You have n accounts, numbered 1...n. You want to be able to verify
logins, to let the user change their own password, and to lock the
account if there are too many unsuccessful login attempts. You want
validation to depend on a hardware token (successful validation can
issue a credential signed by the token), and validation and password
change should both resist database replay attacks (i.e. if someone
changes their password, then restoring an old copy of the database
shouldn't re-enable the old password). The unsuccessful login lockout
should also resist database replay. That means that every password
change or unsuccessful login should change some internal state in the
hardware token, which has limited internal memory.

So let's store the hashes in a database, with rows 1...n. Each row will
(conceptually) contain a unique key for that row (generated by the
token), a password hash with IV, and a login failure count, plus
possible timestamps and things like that if desired, with the whole row
encrypted and MAC'd by the token. The encryption and MAC keys are
derived from the unique key for the row (the "row key"). The row key is
derived as explained further down. The database must be able to
atomically update O(log n) rows in a single transaction. That can be
done with a typical SQL database, or with a functional data structure
like an AVL tree serialized to disk, or whatever. The db also has to be
able to undo its most recent committed transaction (just keep a record
of the values before the update).

We can view the encrypted row keys as a binary tree, with uid 1 at the
root and uid's 2k-1 and 2k as the children of uid k. uid k's key
encrypts the keys of both its children. uid 1's key is encrypted by a
master key M inside the hardware token. So decrypting uid k's key
requires using the complete chain of keys starting at the token's master
key down to uid k, i.e. it can be encapsulated inside the token and
requires log2(k) decryptions. Updating the row key for uid k (replacing
the key with a new random one) requires updating its sibling (uid (k xor
1)) and the complete chain of parent keys and their siblings,
i.e. 2*log2(k) operations. Also, k's two children have to be rewritten
to migrate the encryption of their (unchanged) row keys to k's new key.

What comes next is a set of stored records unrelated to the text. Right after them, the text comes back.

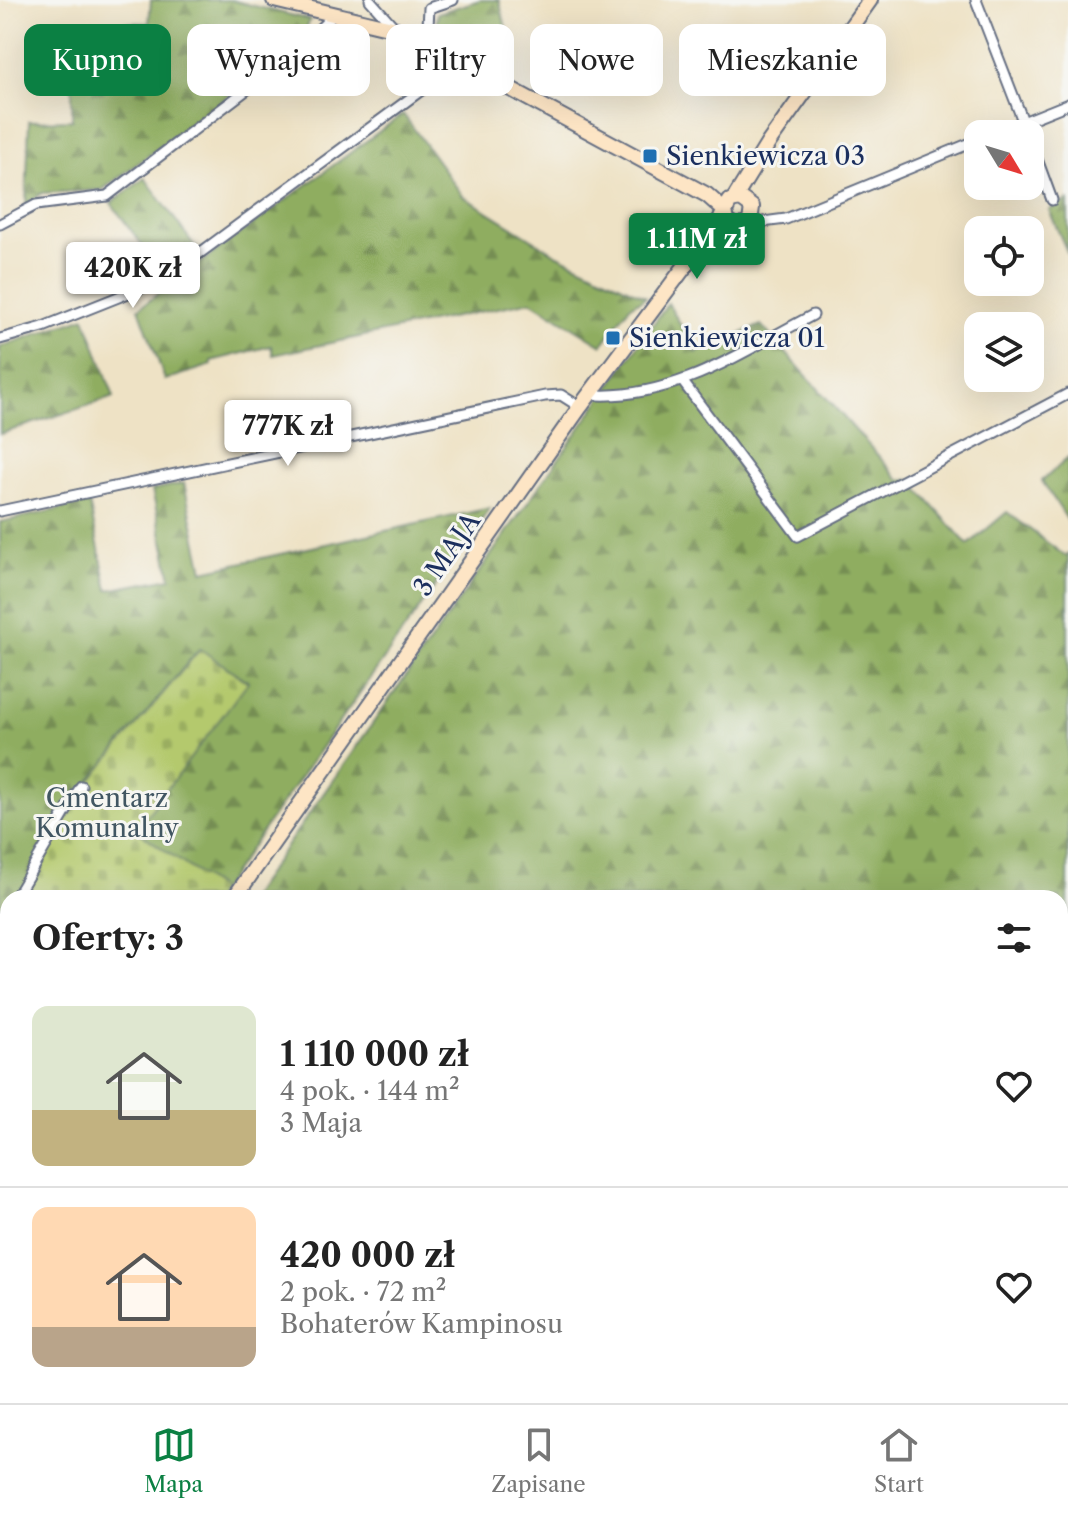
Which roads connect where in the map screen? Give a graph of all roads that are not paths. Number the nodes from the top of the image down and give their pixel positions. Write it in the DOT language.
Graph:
graph roads {
  1 [pos="274,0"];
  2 [pos="370,0"];
  3 [pos="453,0"];
  4 [pos="870,0"];
  5 [pos="976,0"];
  6 [pos="335,14"];
  7 [pos="392,24"];
  8 [pos="428,24"];
  9 [pos="386,27"];
  10 [pos="514,90"];
  11 [pos="413,96"];
  12 [pos="1068,104"];
  13 [pos="1022,120"];
  14 [pos="1028,120"];
  15 [pos="964,146"];
  16 [pos="758,158"];
  17 [pos="1044,178"];
  18 [pos="1052,200"];
  19 [pos="728,206"];
  20 [pos="747,217"];
  21 [pos="0,224"];
  22 [pos="703,242"];
  23 [pos="813,315"];
  24 [pos="0,339"];
  25 [pos="683,382"];
  26 [pos="1068,394"];
  27 [pos="597,395"];
  28 [pos="580,407"];
  29 [pos="0,511"];
  30 [pos="81,786"];
  31 [pos="20,890"];
  32 [pos="240,890"];
  1 -- 6 [label="street"];
  2 -- 7 [label="street"];
  3 -- 8 [label="street"];
  4 -- 16 [label="street, 3 MAJA"];
  5 -- 13 [label="street"];
  6 -- 9 [label="street"];
  6 -- 21 [label="street"];
  10 -- 19 [label="street"];
  11 -- 24 [label="street"];
  12 -- 14 [label="street"];
  15 -- 20 [label="street"];
  16 -- 19 [label="street, 3 MAJA"];
  16 -- 20 [label="street, 3 MAJA"];
  17 -- 18 [label="street"];
  19 -- 20 [label="street"];
  19 -- 20 [label="street"];
  19 -- 22 [label="street, 3 MAJA"];
  20 -- 22 [label="street, 3 MAJA"];
  22 -- 28 [label="street, 3 MAJA"];
  23 -- 25 [label="street"];
  25 -- 26 [label="street"];
  25 -- 27 [label="street"];
  28 -- 29 [label="street"];
  28 -- 32 [label="street, 3 MAJA"];
  30 -- 31 [label="street"];
}
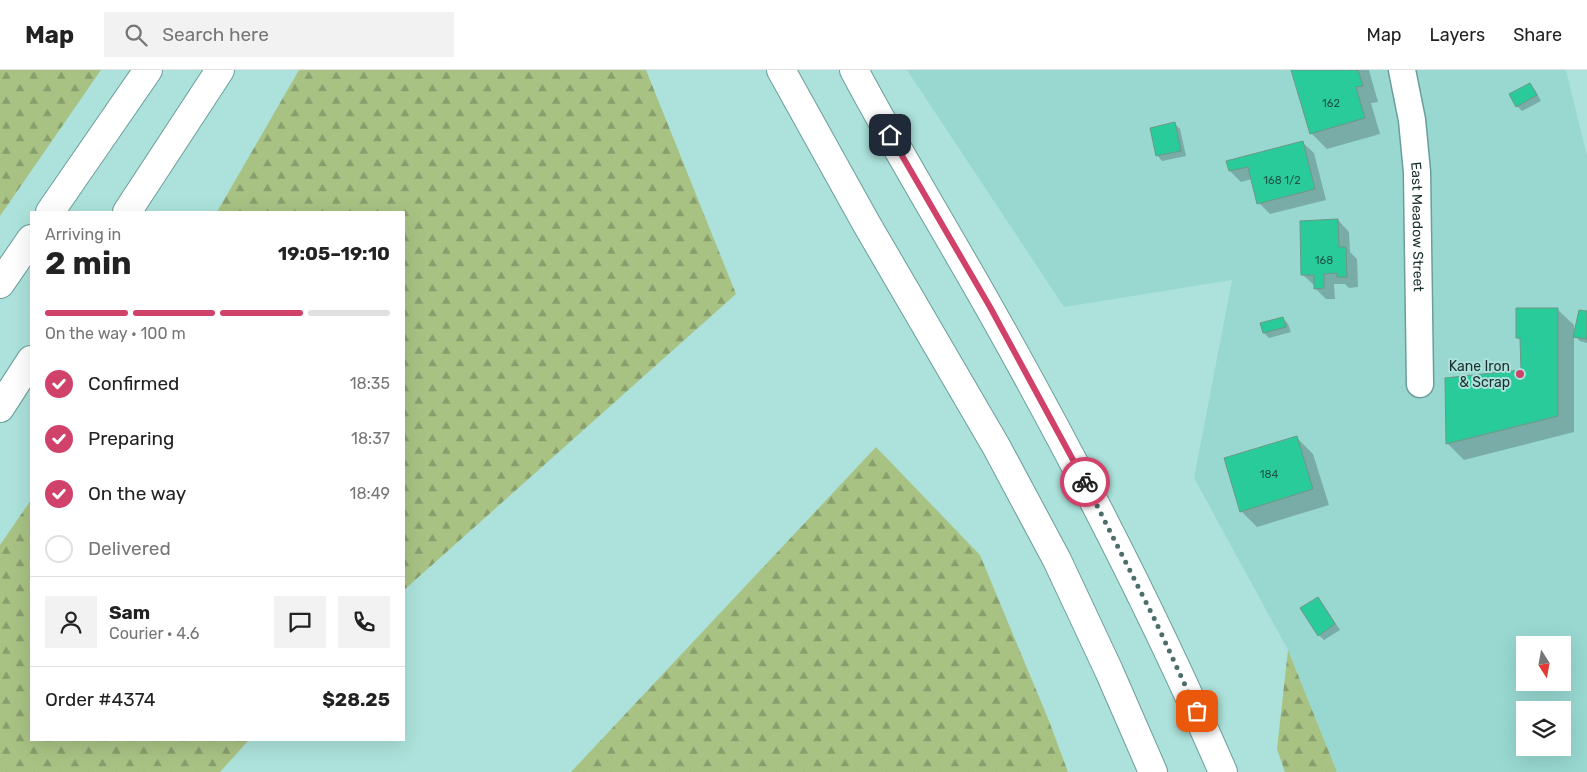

When a person wants to log in to a given uid U and presents a password
to check, do the following:

1. The application reads the chain of db entries for the uid and its
children, parent, grandparent, etc. up to the root (db[2*U], db[2*U-1],
db[U], db[U//2], db[U//4], ..., db[1]) and the siblings of each of these
nodes. It sends this chain to the hardware token (in the case of tokens
with small memory like cheap smart cards, this can be sent and processed
as multiple smaller messages--they don't have to all be in memory at
once, just a few chaining keys).

2. The token uses its master key M to decrypt the chain of row keys
starting at the root. It generates new row keys for each row in the
chain, re-encrypting and MAC'ing all the requisite fields and making an
updated version of each row (call this new chain the "update list").
The token examines (and verifies the MAC) of the failure count for uid
U, and if it's already too high, the login attempt fails. If it's not
too high, the token checks the password, and uses the password to
generate the new row for U. If the password is incorrect, the token
increments the failure count by 1 in U's slot of the update list. If
the password is correct, the failure count is set to zero. Row 1 of the
update list's row key is encrypted by a newly generated key M2, created
and saved in the token. The token then sends the update list back to
the host and asks it to update the db by atomically replacing all those
rows. The host db is now in a state indicating whether U's password
check has failed or not, but (because U's row is encrypted by the token)
the host can't yet tell which of these conditions applies. (The token
may also emit an encrypted audit record saying what has happened).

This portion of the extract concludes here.